WORK ORDER:
An exact reproduction of the records is required, with all images left out.

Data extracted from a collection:
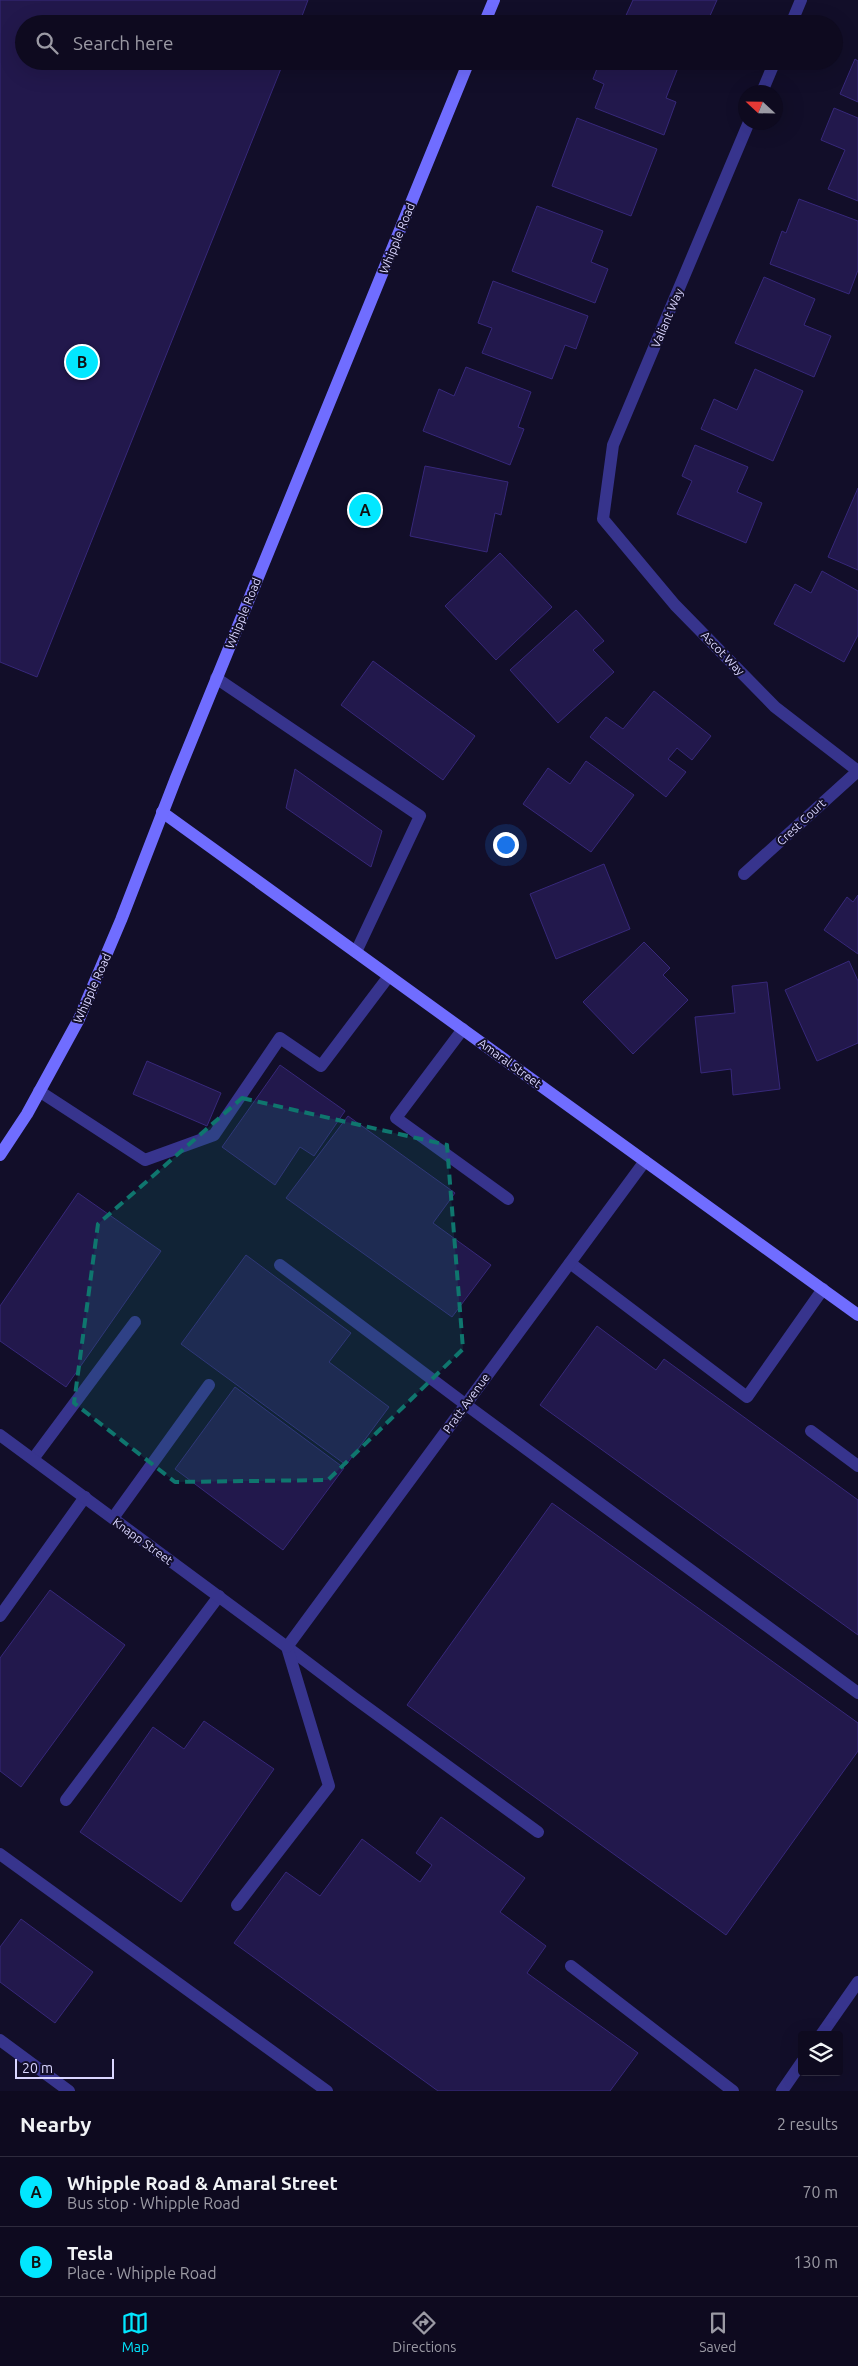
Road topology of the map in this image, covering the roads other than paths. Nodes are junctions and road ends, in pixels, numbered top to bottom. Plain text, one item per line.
1 (494, 0) edge
2 (801, 0) edge
3 (488, 15) edge
4 (795, 15) edge
5 (465, 70) edge
6 (771, 70) edge
7 (765, 85) edge
8 (746, 130) edge
9 (603, 519) joint
10 (216, 678) junction
11 (858, 771) edge
12 (162, 812) junction
13 (744, 874) dead end
14 (356, 952) junction
15 (389, 976) junction
16 (463, 1029) junction
17 (39, 1092) junction
18 (0, 1155) edge
19 (645, 1161) junction
20 (508, 1199) dead end
21 (570, 1263) junction
22 (280, 1265) dead end
23 (822, 1289) junction
24 (858, 1315) edge
25 (135, 1322) dead end
26 (209, 1385) dead end
27 (465, 1404) junction
28 (811, 1431) dead end
29 (0, 1435) edge
30 (33, 1459) junction
31 (858, 1466) edge
32 (85, 1497) junction
33 (112, 1518) junction
34 (219, 1596) junction
35 (0, 1616) edge
36 (287, 1646) junction
37 (858, 1694) edge
38 (66, 1800) dead end
39 (538, 1832) dead end
40 (0, 1854) edge
41 (238, 1905) dead end
42 (571, 1966) dead end
43 (858, 1982) edge
44 (824, 2031) edge
45 (0, 2040) edge
46 (798, 2068) edge
47 (69, 2091) edge
48 (327, 2091) edge
49 (733, 2091) edge
50 (782, 2091) edge

1 - 3 main road
2 - 4 street
5 - 10 main road, Whipple Road
6 - 7 street
8 - 9 street, Valiant Way
9 - 11 street, Ascot Way
10 - 12 main road, Whipple Road
10 - 14 street
11 - 13 street, Crest Court
12 - 14 main road, Amaral Street
12 - 17 main road, Whipple Road
14 - 15 main road, Amaral Street
15 - 16 main road, Amaral Street
15 - 17 street
16 - 19 main road, Amaral Street
16 - 20 street
17 - 18 main road, Whipple Road
19 - 21 street, Pratt Avenue
19 - 23 main road, Amaral Street
21 - 23 street
21 - 27 street, Pratt Avenue
22 - 27 street
23 - 24 main road, Amaral Street
25 - 30 street
26 - 33 street
27 - 36 street, Pratt Avenue
27 - 37 street
28 - 31 street
29 - 30 street, Knapp Street
30 - 32 street, Knapp Street
32 - 33 street, Knapp Street
32 - 35 street
33 - 34 street, Knapp Street
34 - 36 street, Knapp Street
34 - 38 street
36 - 39 street, Knapp Street
36 - 41 street
40 - 48 street
42 - 49 street
43 - 44 street
45 - 47 street
46 - 50 street

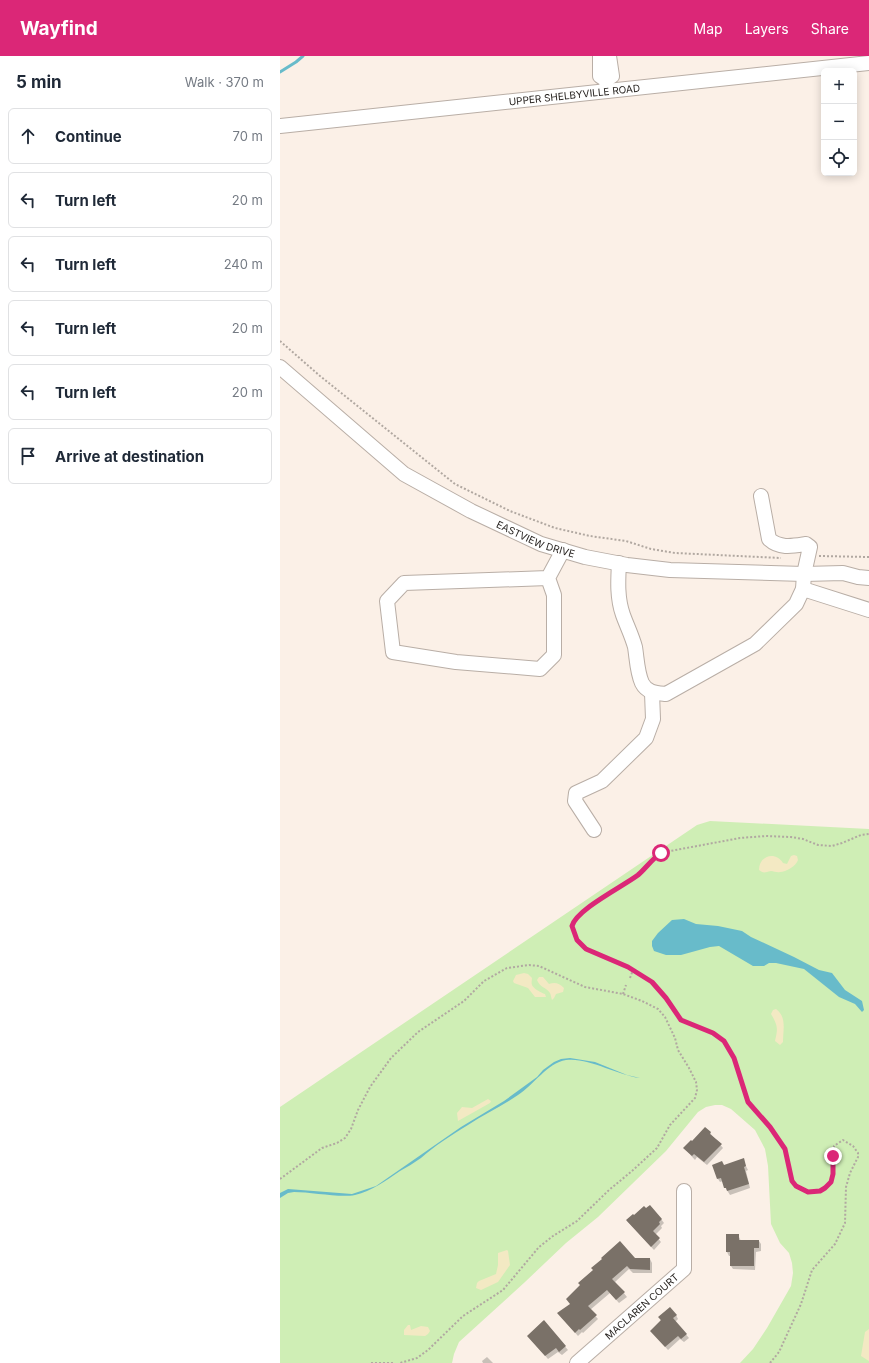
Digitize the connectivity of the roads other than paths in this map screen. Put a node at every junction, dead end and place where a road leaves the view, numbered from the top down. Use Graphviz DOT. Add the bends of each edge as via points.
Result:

SOLUTION:
Road topology of the map in this image, covering the roads other than paths. Nodes are junctions and road ends, in pixels, numbered top to bottom. Plain text, one item per line.
1 (494, 0) edge
2 (801, 0) edge
3 (488, 15) edge
4 (795, 15) edge
5 (465, 70) edge
6 (771, 70) edge
7 (765, 85) edge
8 (746, 130) edge
9 (603, 519) joint
10 (216, 678) junction
11 (858, 771) edge
12 (162, 812) junction
13 (744, 874) dead end
14 (356, 952) junction
15 (389, 976) junction
16 (463, 1029) junction
17 (39, 1092) junction
18 (0, 1155) edge
19 (645, 1161) junction
20 (508, 1199) dead end
21 (570, 1263) junction
22 (280, 1265) dead end
23 (822, 1289) junction
24 (858, 1315) edge
25 (135, 1322) dead end
26 (209, 1385) dead end
27 (465, 1404) junction
28 (811, 1431) dead end
29 (0, 1435) edge
30 (33, 1459) junction
31 (858, 1466) edge
32 (85, 1497) junction
33 (112, 1518) junction
34 (219, 1596) junction
35 (0, 1616) edge
36 (287, 1646) junction
37 (858, 1694) edge
38 (66, 1800) dead end
39 (538, 1832) dead end
40 (0, 1854) edge
41 (238, 1905) dead end
42 (571, 1966) dead end
43 (858, 1982) edge
44 (824, 2031) edge
45 (0, 2040) edge
46 (798, 2068) edge
47 (69, 2091) edge
48 (327, 2091) edge
49 (733, 2091) edge
50 (782, 2091) edge

1 - 3 main road
2 - 4 street
5 - 10 main road, Whipple Road
6 - 7 street
8 - 9 street, Valiant Way
9 - 11 street, Ascot Way
10 - 12 main road, Whipple Road
10 - 14 street
11 - 13 street, Crest Court
12 - 14 main road, Amaral Street
12 - 17 main road, Whipple Road
14 - 15 main road, Amaral Street
15 - 16 main road, Amaral Street
15 - 17 street
16 - 19 main road, Amaral Street
16 - 20 street
17 - 18 main road, Whipple Road
19 - 21 street, Pratt Avenue
19 - 23 main road, Amaral Street
21 - 23 street
21 - 27 street, Pratt Avenue
22 - 27 street
23 - 24 main road, Amaral Street
25 - 30 street
26 - 33 street
27 - 36 street, Pratt Avenue
27 - 37 street
28 - 31 street
29 - 30 street, Knapp Street
30 - 32 street, Knapp Street
32 - 33 street, Knapp Street
32 - 35 street
33 - 34 street, Knapp Street
34 - 36 street, Knapp Street
34 - 38 street
36 - 39 street, Knapp Street
36 - 41 street
40 - 48 street
42 - 49 street
43 - 44 street
45 - 47 street
46 - 50 street

Digitize the connectivity of the roads other than paths in this map screen. Put a node at every junction, dead end and place where a road leaves the view, numbered from the top down. Use Graphviz DOT. Add the bends of each edge as via points.
Result:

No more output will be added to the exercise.